Microplastics, fragments of plastic debris smaller than 5 millimeters that pollute the environment, have garnered increased media attention in recent months following evidence of the particles in both human blood and in all parts of the human placenta. What is known about how these pollutants could affect the brain?

Scientists have demonstrated neurotoxic effects of microplastics and nanoplastics on marine animals and mice. Studies of microplastics in vitro (in tissue cultures studied in a laboratory) demonstrate that they are toxic to human cells as well.

The magnitude of this toxicity to the human brain depends on whether microplastics can cross the blood-brain barrier, the system of microvessels in the brain with special properties to regulate the flow of solutes from the bloodstream into the central nervous system.

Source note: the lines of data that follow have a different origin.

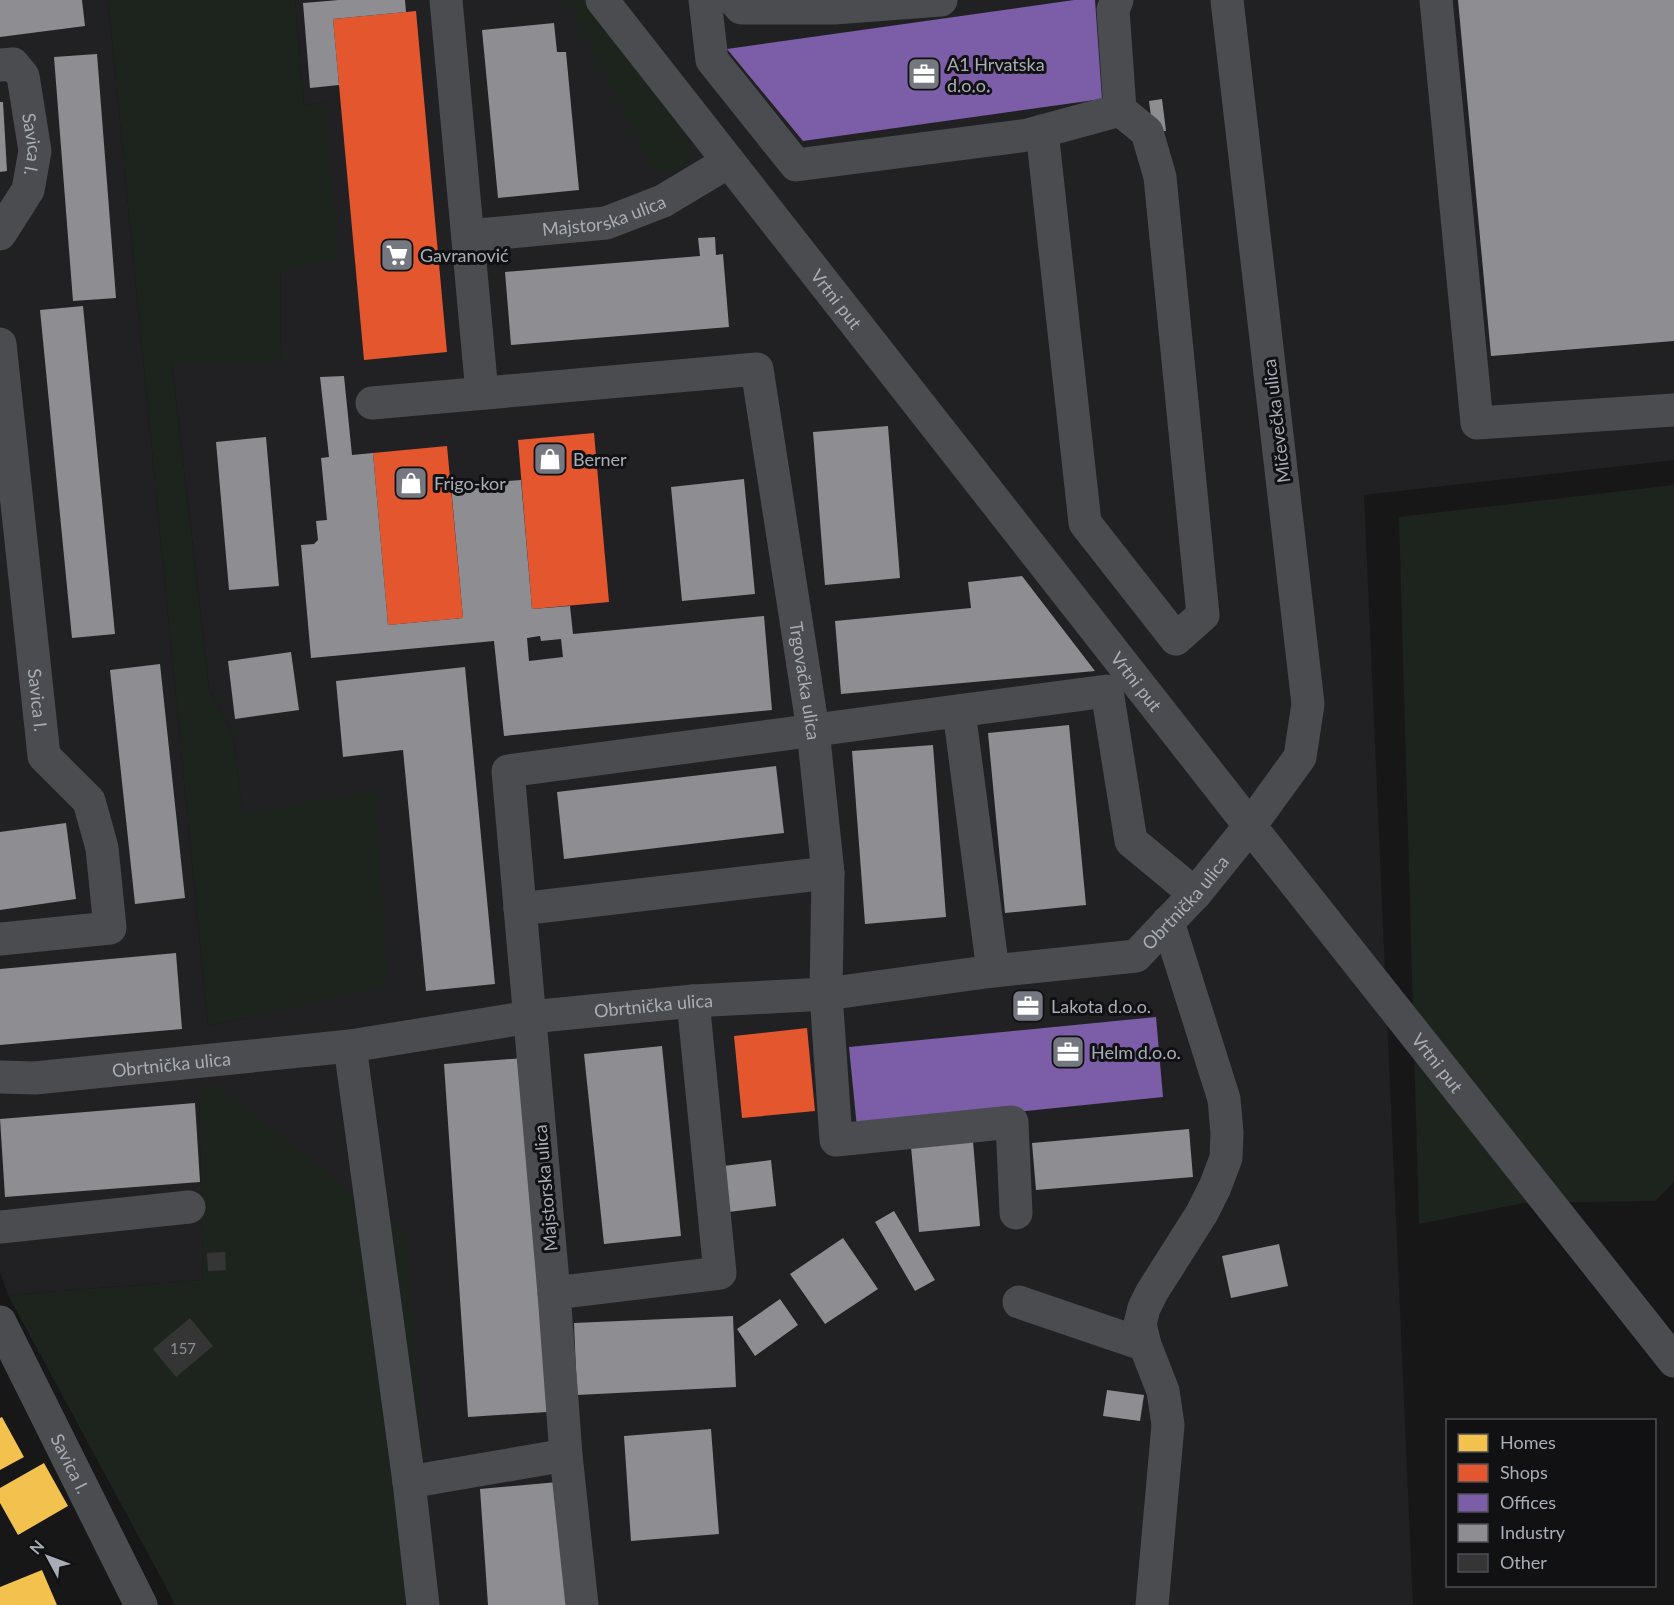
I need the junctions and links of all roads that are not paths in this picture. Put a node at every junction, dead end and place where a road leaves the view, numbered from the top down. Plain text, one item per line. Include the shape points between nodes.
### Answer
1 (446, 0) edge
2 (602, 0) edge
3 (705, 0) edge
4 (734, 0) edge
5 (941, 0) edge
6 (1118, 0) edge
7 (1227, 0) edge
8 (1436, 0) edge
9 (832, 4) edge
10 (0, 65) edge
11 (1120, 110) junction
12 (1042, 131) junction
13 (728, 162) junction
14 (0, 234) edge
15 (468, 236) junction
16 (0, 344) edge
17 (482, 393) junction
18 (372, 402) dead end
19 (1674, 410) edge
20 (958, 711) junction
21 (813, 730) junction
22 (1250, 826) junction
23 (828, 873) junction
24 (1195, 894) junction
25 (520, 909) junction
26 (1168, 922) junction
27 (0, 939) edge
28 (993, 971) junction
29 (826, 994) junction
30 (693, 1001) junction
31 (530, 1017) junction
32 (350, 1046) junction
33 (0, 1077) edge
34 (189, 1207) dead end
35 (1016, 1213) dead end
36 (0, 1227) edge
37 (554, 1293) junction
38 (1019, 1302) dead end
39 (0, 1322) edge
40 (1144, 1345) junction
41 (1674, 1361) edge
42 (566, 1455) junction
43 (409, 1482) junction
44 (141, 1605) edge
45 (423, 1605) edge
46 (582, 1605) edge
47 (1152, 1605) edge

1 - 15 street
2 - 13 street, Vrtni put
3 - 12 street via 712,60 796,165
4 - 9 street via 741,8
5 - 9 street
6 - 11 street via 1113,10
7 - 22 street, Mičevečka ulica via 1308,704 1300,757
8 - 19 street via 1477,423
10 - 14 street, Savica I. via 13,64 23,76 35,151 28,190
11 - 12 street
11 - 12 street via 1147,132 1160,177 1203,615 1176,639 1085,523
13 - 15 street, Majstorska ulica via 663,201 606,223
13 - 22 street, Vrtni put
15 - 17 street
16 - 27 street, Savica I. via 44,756 89,801 102,848 110,928
17 - 18 street
17 - 21 street, Trgovačka ulica via 757,369
20 - 21 street
20 - 24 street via 1107,692 1131,841
20 - 28 street
21 - 23 street, Trgovačka ulica
21 - 25 street, Majstorska ulica via 508,771
22 - 24 street, Obrtnička ulica
22 - 41 street, Vrtni put
23 - 25 street
23 - 29 street, Trgovačka ulica
24 - 26 street, Obrtnička ulica
25 - 31 street, Majstorska ulica
26 - 28 street, Obrtnička ulica via 1136,956
26 - 40 street via 1224,1099 1226,1158 1215,1187 1143,1308 1140,1324
28 - 29 street, Obrtnička ulica
29 - 30 street, Obrtnička ulica
29 - 35 street, Trgovačka ulica via 836,1140 1012,1122
30 - 31 street, Obrtnička ulica
30 - 37 street via 720,1273
31 - 32 street, Obrtnička ulica
31 - 37 street, Majstorska ulica
32 - 33 street, Obrtnička ulica via 35,1078
32 - 43 street
34 - 36 street
37 - 42 street, Majstorska ulica
38 - 40 street
39 - 44 street, Savica I.
40 - 47 street via 1163,1391 1168,1425
42 - 43 street
42 - 46 street, Majstorska ulica
43 - 45 street

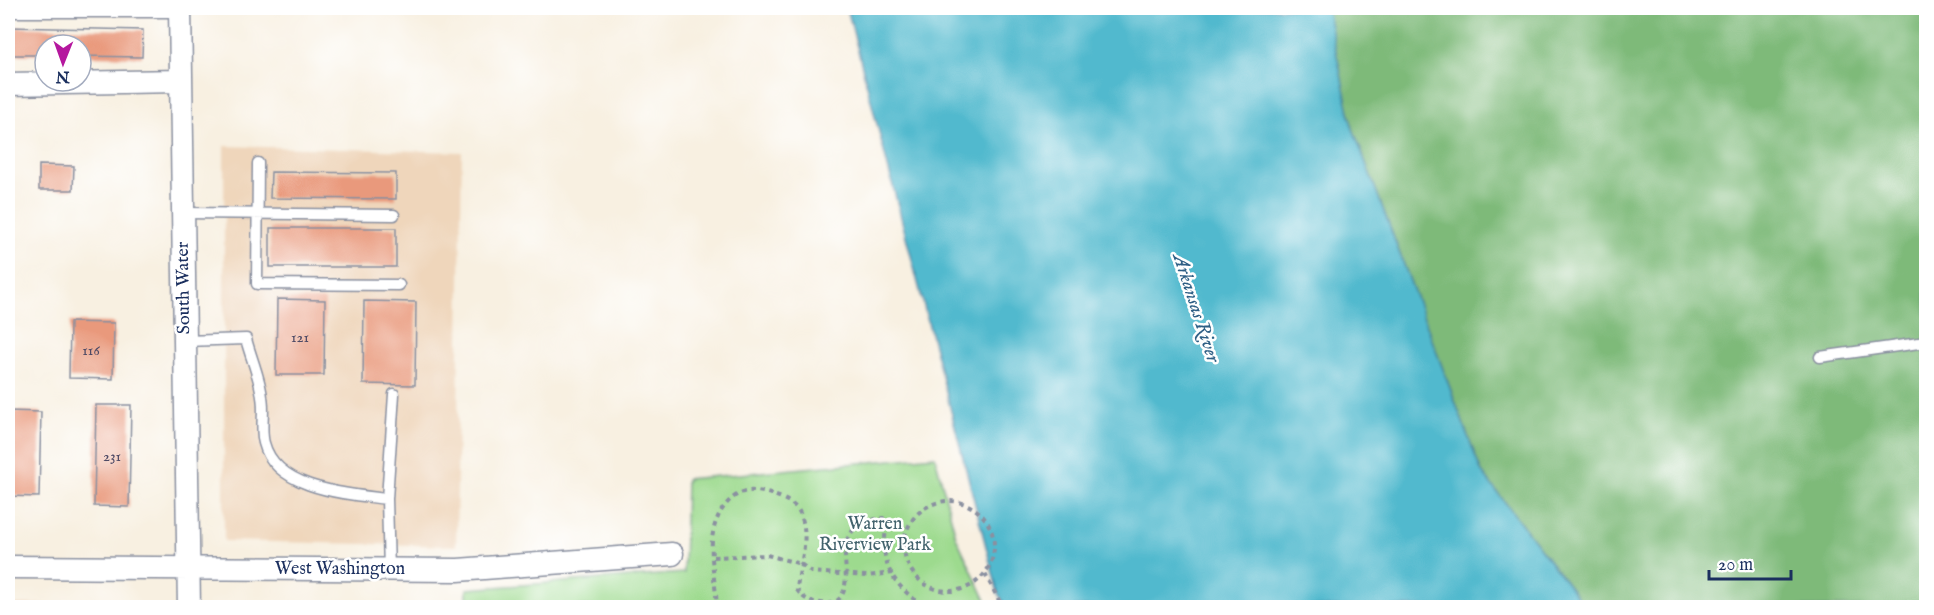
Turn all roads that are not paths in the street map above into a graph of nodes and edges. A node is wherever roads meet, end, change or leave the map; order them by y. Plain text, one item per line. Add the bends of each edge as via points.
1 (180, 10) edge
2 (8, 12) edge
3 (180, 81) junction
4 (8, 84) edge
5 (258, 163) dead end
6 (183, 213) junction
7 (258, 214) junction
8 (394, 215) dead end
9 (399, 285) dead end
10 (185, 341) junction
11 (1926, 342) edge
12 (1820, 357) dead end
13 (394, 394) dead end
14 (387, 499) junction
15 (672, 554) dead end
16 (8, 567) edge
17 (190, 568) junction
18 (389, 570) junction
19 (189, 608) edge

1 - 2 lane
1 - 3 street, South Water
3 - 4 street
3 - 6 street, South Water
5 - 7 lane
6 - 7 lane
6 - 10 street, South Water
7 - 8 lane
7 - 9 lane via 257,284
10 - 14 lane via 246,339 262,396 264,443 277,468 303,482 347,494
10 - 17 street, South Water
11 - 12 lane
13 - 14 lane
14 - 18 lane
15 - 18 street, West Washington via 458,570
16 - 17 street, West Washington
17 - 18 street, West Washington
17 - 19 street, South Water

Humans are thought to be exposed to microplastics through daily contact with mucous membranes via inhalation and ingestion. Recent research has determined that not only do orally-administered nanoplastics and microplastic given at doses analogous to human exposure cross the blood-brain barrier, resulting in an inflammatory response, but also impaired learning and memory in rodents.

So far, there is no evidence that microplastics cross the human blood-brain barrier, although many compounds that do cross the mouse blood brain barrier can enter the human brain. As the difference between the human and mouse blood brain barrier continues to be better characterized, scientists researchers will have a better idea of the threats microplastics pose to the human brain.

Longer-term studies of non-human models are needed to determine the effects of lifetime exposure to microplastics. These and more questions about their effects will likely come to light over the next several years as the public becomes more aware of microplastics.

In 2015, the United States banned microbeads in rinse-off cosmetics and non-prescription drugs, and they were officially phased out by 2019. More similar laws may come to pass as the harms of microplastics gain increased public and scientific recognition.